» **REQUIRED WORK**
Report each line of the entries that contains the word "highway", copied in full.

Stored data
== == ==

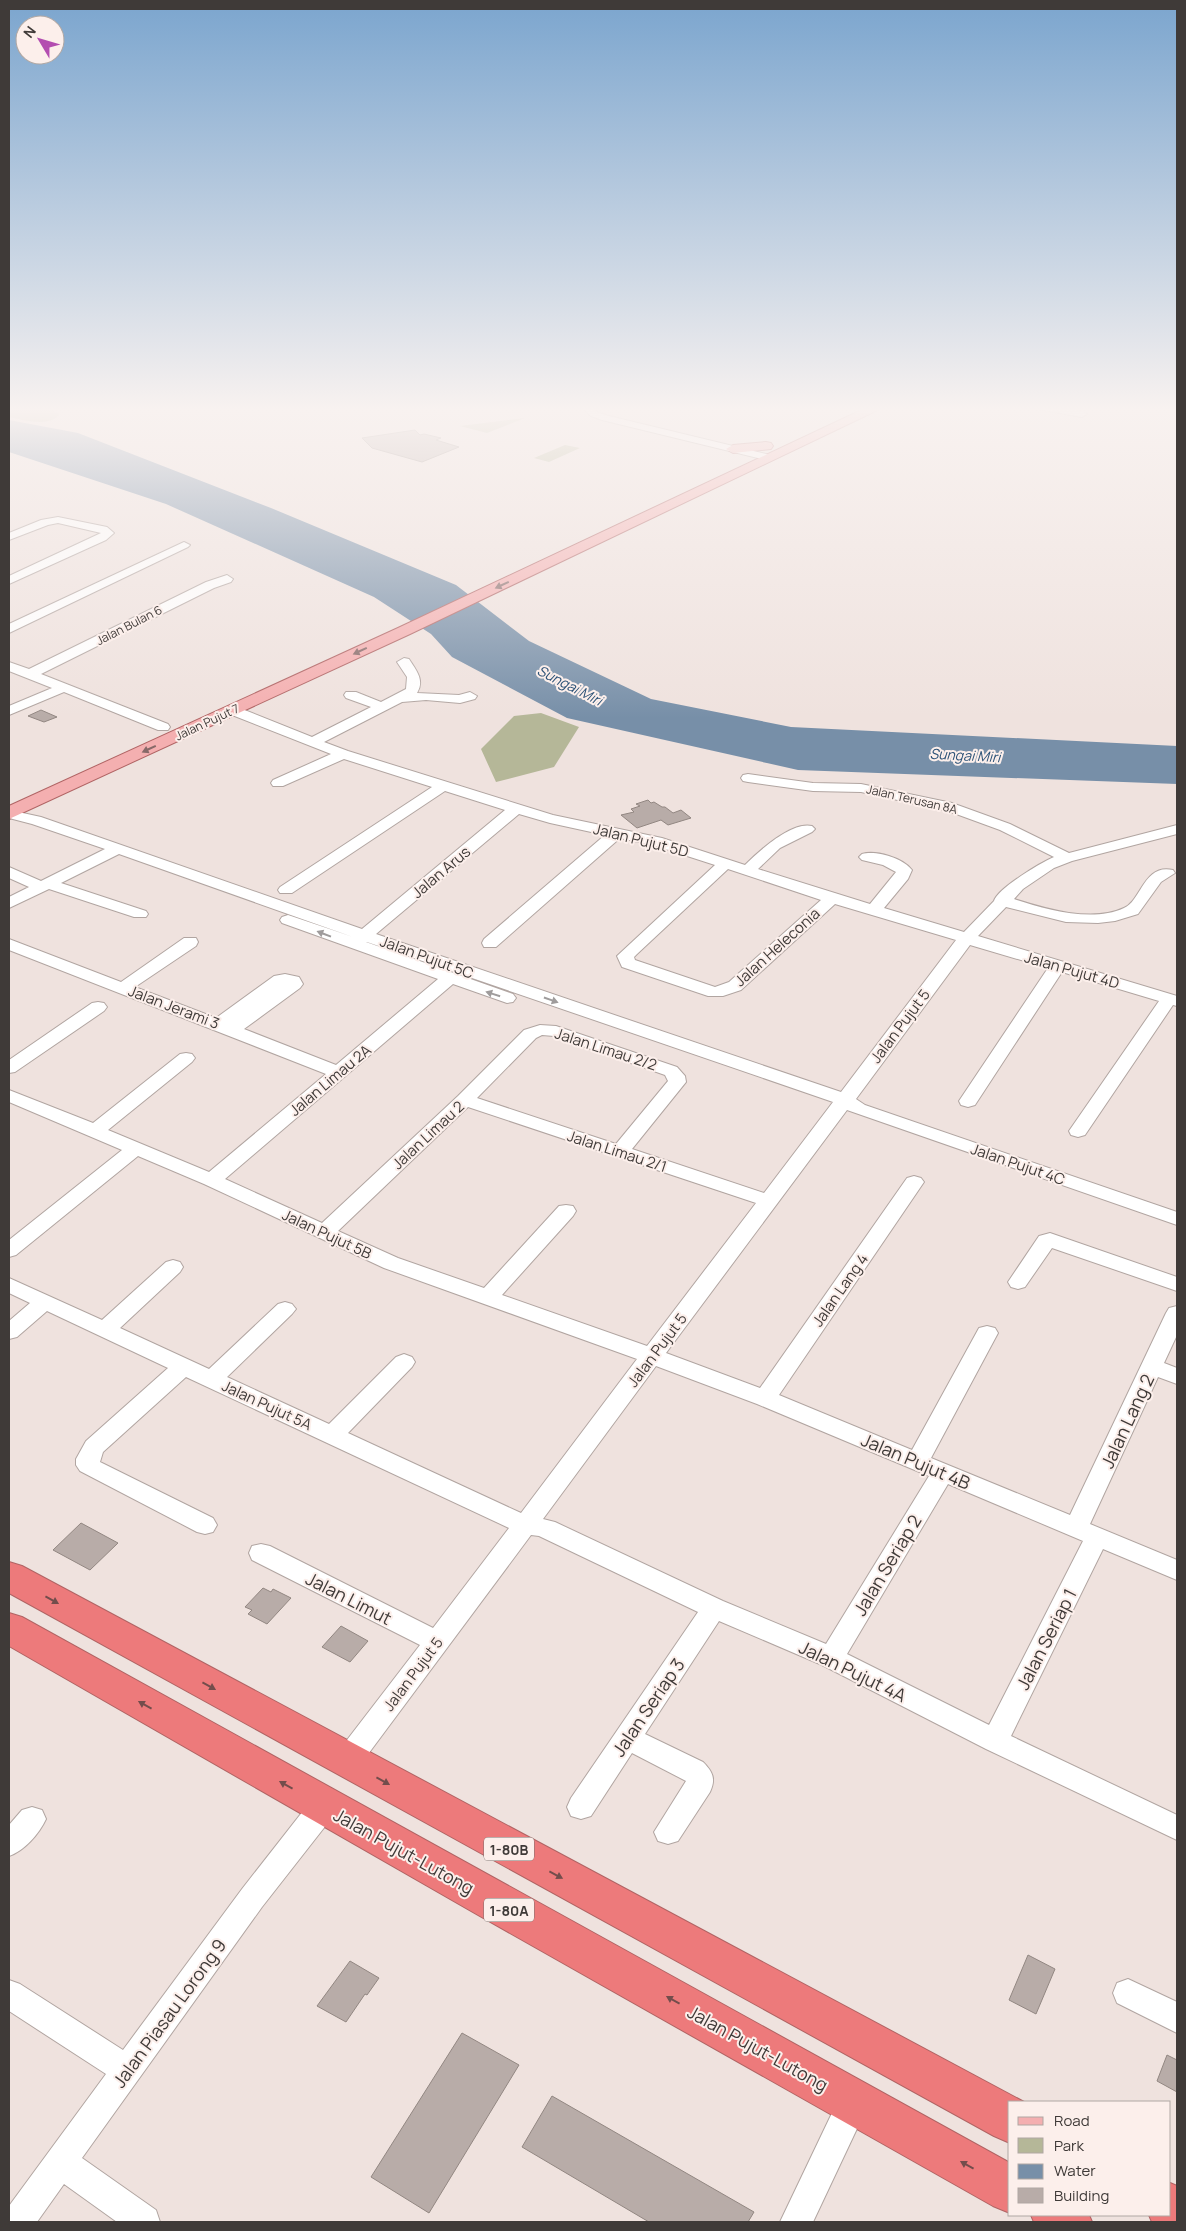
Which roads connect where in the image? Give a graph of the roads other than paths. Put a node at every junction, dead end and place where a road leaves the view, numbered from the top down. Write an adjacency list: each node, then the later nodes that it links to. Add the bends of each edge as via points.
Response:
1 (621, 510): 7 (main road)
2 (653, 510): 7 (main road, one-way to 7, via 546,564)
3 (9, 537): 6 (street, via 58,520 103,529 108,533)
4 (184, 545): 8 (street)
5 (227, 579): 11 (street, Jalan Bulan 6)
6 (9, 580)
7 (399, 626): 18 (main road, Jalan Pujut 7, one-way to 18); 20 (main road, Jalan Pujut 7)
8 (9, 629)
9 (404, 662): 14 (street, via 415,680 415,687)
10 (9, 666): 11 (street)
11 (32, 674): 12 (street)
12 (65, 687): 19 (street); 20 (street)
13 (437, 689): 14 (street)
14 (405, 695): 16 (street, via 458,699); 17 (street)
15 (351, 696): 17 (street)
16 (470, 696)
17 (382, 707): 21 (street)
18 (232, 710): 21 (street, Jalan Pujut 5D); 26 (main road, Jalan Pujut 7, one-way to 26)
19 (9, 711)
20 (163, 727): 27 (main road, Jalan Pujut 7)
21 (313, 742): 22 (street, Jalan Pujut 5D)
22 (343, 754): 24 (street); 25 (street, Jalan Pujut 5D)
23 (748, 778): 38 (street, Jalan Terusan 8A, via 813,787 861,788 952,808 1005,827)
24 (278, 783)
25 (443, 786): 28 (street, Jalan Pujut 5D); 45 (street)
26 (46, 797): 29 (main road, Jalan Pujut 7); 30 (main road, via 37,808)
27 (9, 800)
28 (516, 809): 34 (street, Jalan Pujut 5D); 52 (street, Jalan Arus)
29 (9, 813): 30 (street, Jalan Pujut 5C)
30 (36, 820): 35 (street, Jalan Pujut 5C)
31 (9, 822): 35 (street, Jalan Pujut 5C)
32 (807, 829): 40 (street, via 775,845)
33 (1177, 829): 38 (street)
34 (616, 833): 39 (street, Jalan Pujut 5D, via 657,841); 54 (street)
35 (76, 839): 36 (street, Jalan Pujut 5C)
36 (111, 852): 43 (street); 44 (street, Jalan Pujut 5C)
37 (867, 856): 49 (street, via 888,861 904,870)
38 (1067, 858): 47 (street, via 1037,872)
39 (725, 864): 40 (street, Jalan Pujut 5D); 46 (street, Jalan Heleconia, via 625,956 628,963 702,989 723,991 735,986)
40 (747, 871): 46 (street, Jalan Pujut 5D)
41 (9, 872): 43 (street)
42 (1167, 874): 47 (street, via 1155,879 1132,911 1107,918 1074,919 1037,912)
43 (45, 885): 48 (street); 50 (street)
44 (219, 888): 52 (street, Jalan Pujut 5C)
45 (286, 890)
46 (832, 898): 49 (street, Jalan Pujut 5D)
47 (1001, 900): 51 (street)
48 (9, 903)
49 (874, 910): 51 (street, Jalan Pujut 5D)
50 (140, 914)
51 (966, 939): 56 (street, Jalan Pujut 4D); 68 (street, Jalan Pujut 5)
52 (360, 940): 57 (street, Jalan Pujut 5C); 68 (street, Jalan Pujut 5C, one-way to 68)
53 (190, 942): 58 (street)
54 (490, 942)
55 (9, 944): 58 (street, Jalan Jerami 3)
56 (1058, 966): 59 (street, Jalan Pujut 4D); 66 (street)
57 (449, 979): 64 (street, Jalan Limau 2A); 68 (street, Jalan Pujut 5C, one-way to 57)
58 (123, 988): 64 (street, Jalan Jerami 3)
59 (1173, 1000): 70 (street)
60 (98, 1007): 63 (street)
61 (530, 1034): 65 (street, Jalan Limau 2); 72 (street, Jalan Limau 2/2, via 540,1030 556,1031 671,1071 676,1076 677,1082)
62 (186, 1058): 69 (street)
63 (9, 1068)
64 (338, 1072): 73 (street, Jalan Limau 2A)
65 (465, 1100): 72 (street, Jalan Limau 2/1); 78 (street, Jalan Limau 2)
66 (968, 1101)
67 (13, 1102): 69 (street, Jalan Pujut 5B)
68 (847, 1106): 75 (street, Jalan Pujut 5); 77 (street, Jalan Pujut 4C)
69 (95, 1131): 71 (street, Jalan Pujut 5B)
70 (1078, 1131)
71 (136, 1148): 73 (street, Jalan Pujut 5B); 79 (street)
72 (620, 1152): 75 (street, Jalan Limau 2/1)
73 (211, 1180): 78 (street, Jalan Pujut 5B)
74 (914, 1182): 97 (street, Jalan Lang 4)
75 (769, 1202): 91 (street, Jalan Pujut 5)
76 (566, 1210): 84 (street)
77 (1177, 1218)
78 (324, 1233): 84 (street, Jalan Pujut 5B, via 391,1263)
79 (9, 1250)
80 (173, 1267): 88 (street)
81 (1018, 1282): 82 (street, via 1046,1241 1050,1240)
82 (1177, 1284)
83 (9, 1285): 85 (street, Jalan Pujut 5A)
84 (487, 1298): 91 (street, Jalan Pujut 5B)
85 (45, 1302): 88 (street, Jalan Pujut 5A); 89 (street)
86 (285, 1309): 96 (street)
87 (1177, 1313): 94 (street, Jalan Lang 2)
88 (105, 1328): 93 (street, Jalan Pujut 5A)
89 (9, 1332)
90 (987, 1333): 99 (street)
91 (652, 1356): 97 (street, Jalan Pujut 4B); 102 (street, Jalan Pujut 5)
92 (404, 1362): 98 (street)
93 (184, 1366): 96 (street, Jalan Pujut 5A); 101 (street, via 94,1447 88,1465)
94 (1153, 1367): 95 (street); 103 (street, Jalan Lang 2)
95 (1177, 1376)
96 (212, 1379): 98 (street, Jalan Pujut 5A)
97 (765, 1398): 99 (street, Jalan Pujut 4B)
98 (332, 1436): 102 (street, Jalan Pujut 5A)
99 (917, 1462): 100 (street, Jalan Pujut 4B)
100 (943, 1472): 103 (street, Jalan Pujut 4B); 110 (street, Jalan Seriap 2)
101 (205, 1525)
102 (525, 1525): 107 (street, Jalan Pujut 4A, via 547,1529); 109 (street, Jalan Pujut 5)
103 (1087, 1533): 105 (street, Jalan Pujut 4B); 112 (street, Jalan Seriap 1)
104 (261, 1553): 109 (street, Jalan Limut)
105 (1177, 1570)
106 (9, 1576): 113 (highway, 1-80B, one-way to 113)
107 (714, 1608): 110 (street, Jalan Pujut 4A); 111 (street, Jalan Seriap 3)
108 (9, 1628): 114 (highway, Jalan Pujut-Lutong / 1-80A, one-way to 108)
109 (437, 1642): 113 (street, Jalan Pujut 5)
110 (831, 1658): 112 (street, Jalan Pujut 4A)
111 (627, 1738): 115 (street, Jalan Seriap 3); 118 (street, via 693,1770 700,1778 700,1784)
112 (995, 1740): 117 (street, Jalan Pujut 4A)
113 (348, 1762): 125 (highway, 1-80B, one-way to 125)
114 (324, 1806): 123 (street, Jalan Piasau Lorong 9, via 252,1898); 124 (highway, Jalan Pujut-Lutong / 1-80A, one-way to 114)
115 (581, 1807)
116 (32, 1819): 119 (street)
117 (1177, 1828)
118 (668, 1832)
119 (9, 1844)
120 (1128, 1993): 122 (street)
121 (9, 1994): 123 (street)
122 (1177, 2018)
123 (127, 2070): 126 (street, Jalan Piasau Lorong 9)
124 (854, 2101): 127 (highway, Jalan Pujut-Lutong / 1-80A, one-way to 124); 131 (street)
125 (1008, 2119)
126 (60, 2162): 129 (street, Jalan Piasau Lorong 9); 130 (street)
127 (1008, 2188)
128 (1057, 2216): 132 (highway)
129 (17, 2222)
130 (144, 2222)
131 (796, 2222)
132 (1068, 2222)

== == ==

» **RESULT BELOW**
106 (9, 1576): 113 (highway, 1-80B, one-way to 113)
108 (9, 1628): 114 (highway, Jalan Pujut-Lutong / 1-80A, one-way to 108)
113 (348, 1762): 125 (highway, 1-80B, one-way to 125)
114 (324, 1806): 123 (street, Jalan Piasau Lorong 9, via 252,1898); 124 (highway, Jalan Pujut-Lutong / 1-80A, one-way to 114)
124 (854, 2101): 127 (highway, Jalan Pujut-Lutong / 1-80A, one-way to 124); 131 (street)
128 (1057, 2216): 132 (highway)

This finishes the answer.